(EXERCISE MATERIAL)
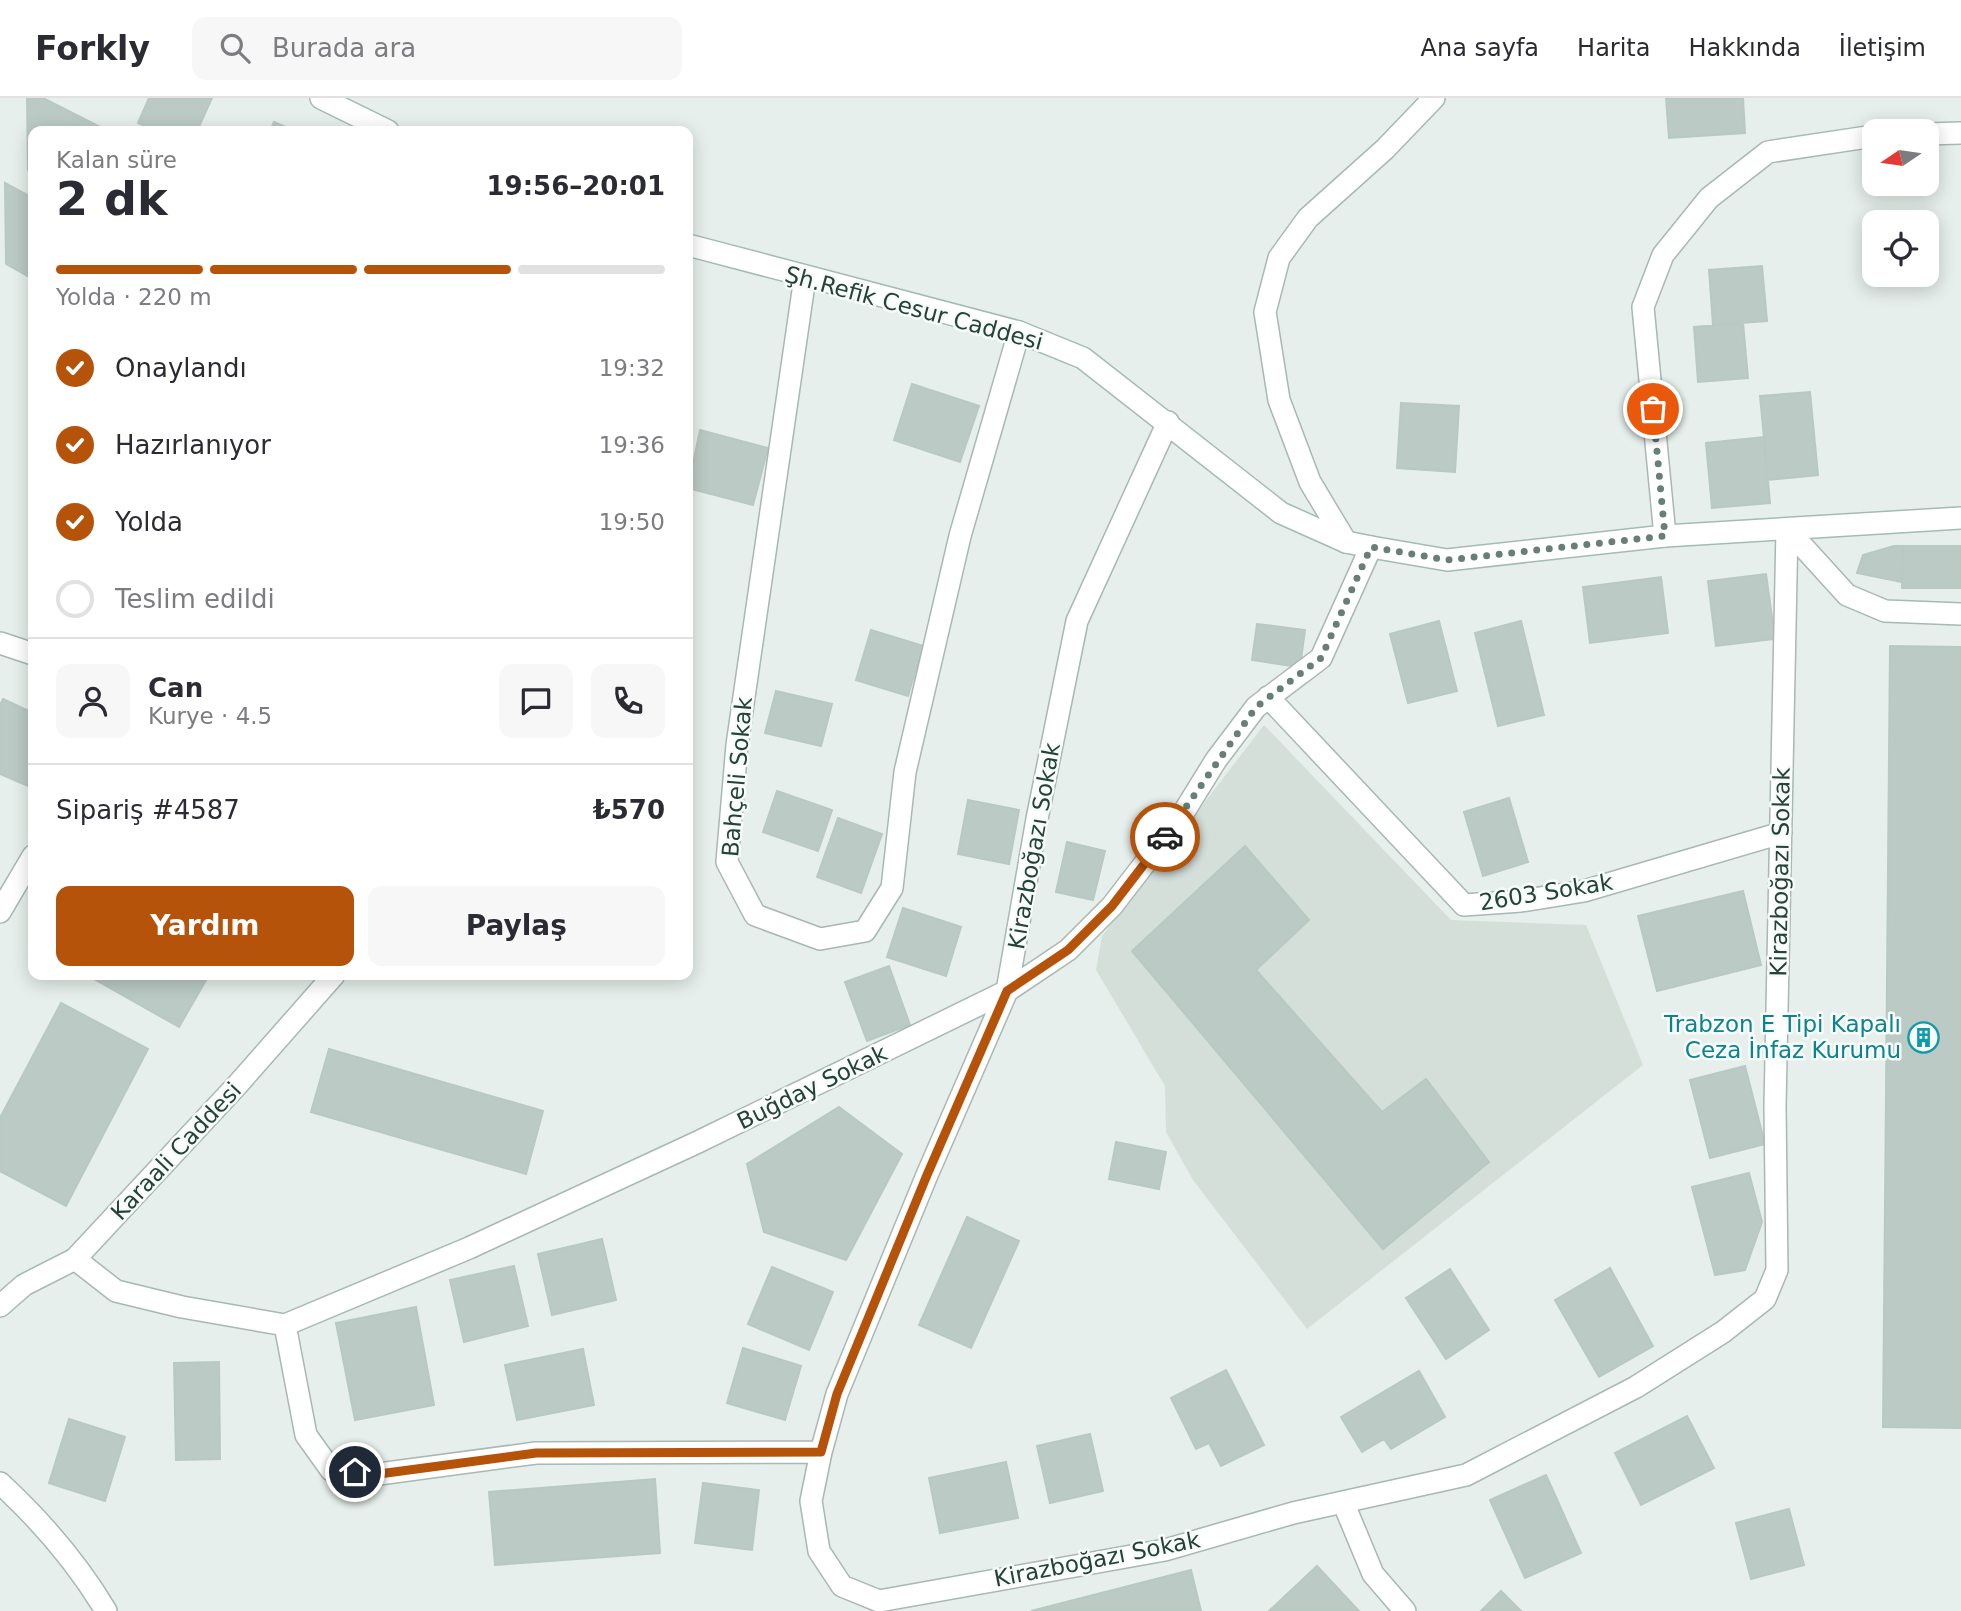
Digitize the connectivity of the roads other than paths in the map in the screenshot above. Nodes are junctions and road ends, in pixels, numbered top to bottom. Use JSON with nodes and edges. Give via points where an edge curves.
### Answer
{"nodes":[{"id":1,"x":321,"y":98,"type":"edge"},
{"id":2,"x":1434,"y":98,"type":"edge"},
{"id":3,"x":376,"y":126,"type":"edge"},
{"id":4,"x":1961,"y":133,"type":"edge"},
{"id":5,"x":1939,"y":134,"type":"edge"},
{"id":6,"x":1862,"y":138,"type":"edge"},
{"id":7,"x":693,"y":246,"type":"edge"},
{"id":8,"x":805,"y":277,"type":"junction"},
{"id":9,"x":1019,"y":332,"type":"junction"},
{"id":10,"x":1168,"y":422,"type":"junction"},
{"id":11,"x":1961,"y":518,"type":"edge"},
{"id":12,"x":1787,"y":529,"type":"junction"},
{"id":13,"x":1665,"y":536,"type":"junction"},
{"id":14,"x":1346,"y":542,"type":"junction"},
{"id":15,"x":1371,"y":547,"type":"junction"},
{"id":16,"x":1961,"y":614,"type":"edge"},
{"id":17,"x":0,"y":643,"type":"edge"},
{"id":18,"x":28,"y":652,"type":"edge"},
{"id":19,"x":1268,"y":697,"type":"junction"},
{"id":20,"x":1781,"y":833,"type":"junction"},
{"id":21,"x":28,"y":864,"type":"edge"},
{"id":22,"x":0,"y":912,"type":"edge"},
{"id":23,"x":330,"y":980,"type":"edge"},
{"id":24,"x":1007,"y":991,"type":"junction"},
{"id":25,"x":75,"y":1259,"type":"junction"},
{"id":26,"x":0,"y":1306,"type":"edge"},
{"id":27,"x":285,"y":1325,"type":"junction"},
{"id":28,"x":821,"y":1452,"type":"junction"},
{"id":29,"x":0,"y":1483,"type":"edge"},
{"id":30,"x":1343,"y":1502,"type":"junction"},
{"id":31,"x":106,"y":1611,"type":"edge"},
{"id":32,"x":1405,"y":1611,"type":"edge"}],
"edges":[{"from":1,"to":3,"type":"street"},
{"from":2,"to":14,"type":"street","via":[[1308,218],[1279,258],[1265,312],[1279,400],[1310,482]]},
{"from":4,"to":5,"type":"street"},
{"from":6,"to":13,"type":"street","via":[[1768,152],[1709,198],[1663,255],[1643,307]]},
{"from":7,"to":8,"type":"street","name":"Şh.Refik Cesur Caddesi"},
{"from":8,"to":9,"type":"street","name":"Şh.Refik Cesur Caddesi"},
{"from":8,"to":9,"type":"street","name":"Bahçeli Sokak","via":[[737,745],[727,862],[755,915],[820,939],[865,931],[892,888],[905,772],[960,536]]},
{"from":9,"to":10,"type":"street","name":"Şh.Refik Cesur Caddesi","via":[[1083,358]]},
{"from":10,"to":14,"type":"street","name":"Şh.Refik Cesur Caddesi","via":[[1281,513]]},
{"from":10,"to":24,"type":"street","name":"Kirazboğazı Sokak","via":[[1077,621]]},
{"from":11,"to":12,"type":"street","name":"Şh.Refik Cesur Caddesi"},
{"from":12,"to":13,"type":"street","name":"Şh.Refik Cesur Caddesi"},
{"from":12,"to":16,"type":"street","via":[[1847,595],[1885,611]]},
{"from":12,"to":20,"type":"street","name":"Kirazboğazı Sokak"},
{"from":13,"to":15,"type":"street","name":"Şh.Refik Cesur Caddesi","via":[[1447,560]]},
{"from":14,"to":15,"type":"street","name":"Şh.Refik Cesur Caddesi"},
{"from":15,"to":19,"type":"street","name":"Buğday Sokak","via":[[1321,658]]},
{"from":17,"to":18,"type":"street"},
{"from":19,"to":20,"type":"street","name":"2603 Sokak","via":[[1464,905],[1584,891]]},
{"from":19,"to":24,"type":"street","name":"Buğday Sokak","via":[[1216,760],[1182,815],[1112,906],[1068,950]]},
{"from":20,"to":30,"type":"street","name":"Kirazboğazı Sokak","via":[[1777,1270],[1765,1300],[1636,1387],[1466,1475]]},
{"from":21,"to":22,"type":"street"},
{"from":23,"to":25,"type":"street","name":"Karaali Caddesi"},
{"from":24,"to":27,"type":"street","name":"Buğday Sokak","via":[[662,1159],[469,1248]]},
{"from":24,"to":28,"type":"street","name":"Kirazboğazı Sokak","via":[[837,1394]]},
{"from":25,"to":26,"type":"street","name":"Karaali Caddesi","via":[[24,1285]]},
{"from":25,"to":27,"type":"street","via":[[116,1291]]},
{"from":27,"to":28,"type":"street","via":[[306,1435],[331,1470],[379,1474],[536,1453]]},
{"from":28,"to":30,"type":"street","name":"Kirazboğazı Sokak","via":[[811,1502],[819,1551],[842,1586],[878,1601],[1165,1550]]},
{"from":29,"to":31,"type":"street","via":[[31,1511]]},
{"from":30,"to":32,"type":"street","via":[[1374,1574]]}]}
(End EXERCISE MATERIAL)
(EXERCISE OBJECTIVE) Please set the data above down exactly, with the pictures removed.

(ANSWER TO THIS PROBLEM)
Digitize the connectivity of the roads other than paths in the map in the screenshot above. Nodes are junctions and road ends, in pixels, numbered top to bottom. Use JSON with nodes and edges. Give via points where an edge curves.
### Answer
{"nodes":[{"id":1,"x":321,"y":98,"type":"edge"},
{"id":2,"x":1434,"y":98,"type":"edge"},
{"id":3,"x":376,"y":126,"type":"edge"},
{"id":4,"x":1961,"y":133,"type":"edge"},
{"id":5,"x":1939,"y":134,"type":"edge"},
{"id":6,"x":1862,"y":138,"type":"edge"},
{"id":7,"x":693,"y":246,"type":"edge"},
{"id":8,"x":805,"y":277,"type":"junction"},
{"id":9,"x":1019,"y":332,"type":"junction"},
{"id":10,"x":1168,"y":422,"type":"junction"},
{"id":11,"x":1961,"y":518,"type":"edge"},
{"id":12,"x":1787,"y":529,"type":"junction"},
{"id":13,"x":1665,"y":536,"type":"junction"},
{"id":14,"x":1346,"y":542,"type":"junction"},
{"id":15,"x":1371,"y":547,"type":"junction"},
{"id":16,"x":1961,"y":614,"type":"edge"},
{"id":17,"x":0,"y":643,"type":"edge"},
{"id":18,"x":28,"y":652,"type":"edge"},
{"id":19,"x":1268,"y":697,"type":"junction"},
{"id":20,"x":1781,"y":833,"type":"junction"},
{"id":21,"x":28,"y":864,"type":"edge"},
{"id":22,"x":0,"y":912,"type":"edge"},
{"id":23,"x":330,"y":980,"type":"edge"},
{"id":24,"x":1007,"y":991,"type":"junction"},
{"id":25,"x":75,"y":1259,"type":"junction"},
{"id":26,"x":0,"y":1306,"type":"edge"},
{"id":27,"x":285,"y":1325,"type":"junction"},
{"id":28,"x":821,"y":1452,"type":"junction"},
{"id":29,"x":0,"y":1483,"type":"edge"},
{"id":30,"x":1343,"y":1502,"type":"junction"},
{"id":31,"x":106,"y":1611,"type":"edge"},
{"id":32,"x":1405,"y":1611,"type":"edge"}],
"edges":[{"from":1,"to":3,"type":"street"},
{"from":2,"to":14,"type":"street","via":[[1308,218],[1279,258],[1265,312],[1279,400],[1310,482]]},
{"from":4,"to":5,"type":"street"},
{"from":6,"to":13,"type":"street","via":[[1768,152],[1709,198],[1663,255],[1643,307]]},
{"from":7,"to":8,"type":"street","name":"Şh.Refik Cesur Caddesi"},
{"from":8,"to":9,"type":"street","name":"Şh.Refik Cesur Caddesi"},
{"from":8,"to":9,"type":"street","name":"Bahçeli Sokak","via":[[737,745],[727,862],[755,915],[820,939],[865,931],[892,888],[905,772],[960,536]]},
{"from":9,"to":10,"type":"street","name":"Şh.Refik Cesur Caddesi","via":[[1083,358]]},
{"from":10,"to":14,"type":"street","name":"Şh.Refik Cesur Caddesi","via":[[1281,513]]},
{"from":10,"to":24,"type":"street","name":"Kirazboğazı Sokak","via":[[1077,621]]},
{"from":11,"to":12,"type":"street","name":"Şh.Refik Cesur Caddesi"},
{"from":12,"to":13,"type":"street","name":"Şh.Refik Cesur Caddesi"},
{"from":12,"to":16,"type":"street","via":[[1847,595],[1885,611]]},
{"from":12,"to":20,"type":"street","name":"Kirazboğazı Sokak"},
{"from":13,"to":15,"type":"street","name":"Şh.Refik Cesur Caddesi","via":[[1447,560]]},
{"from":14,"to":15,"type":"street","name":"Şh.Refik Cesur Caddesi"},
{"from":15,"to":19,"type":"street","name":"Buğday Sokak","via":[[1321,658]]},
{"from":17,"to":18,"type":"street"},
{"from":19,"to":20,"type":"street","name":"2603 Sokak","via":[[1464,905],[1584,891]]},
{"from":19,"to":24,"type":"street","name":"Buğday Sokak","via":[[1216,760],[1182,815],[1112,906],[1068,950]]},
{"from":20,"to":30,"type":"street","name":"Kirazboğazı Sokak","via":[[1777,1270],[1765,1300],[1636,1387],[1466,1475]]},
{"from":21,"to":22,"type":"street"},
{"from":23,"to":25,"type":"street","name":"Karaali Caddesi"},
{"from":24,"to":27,"type":"street","name":"Buğday Sokak","via":[[662,1159],[469,1248]]},
{"from":24,"to":28,"type":"street","name":"Kirazboğazı Sokak","via":[[837,1394]]},
{"from":25,"to":26,"type":"street","name":"Karaali Caddesi","via":[[24,1285]]},
{"from":25,"to":27,"type":"street","via":[[116,1291]]},
{"from":27,"to":28,"type":"street","via":[[306,1435],[331,1470],[379,1474],[536,1453]]},
{"from":28,"to":30,"type":"street","name":"Kirazboğazı Sokak","via":[[811,1502],[819,1551],[842,1586],[878,1601],[1165,1550]]},
{"from":29,"to":31,"type":"street","via":[[31,1511]]},
{"from":30,"to":32,"type":"street","via":[[1374,1574]]}]}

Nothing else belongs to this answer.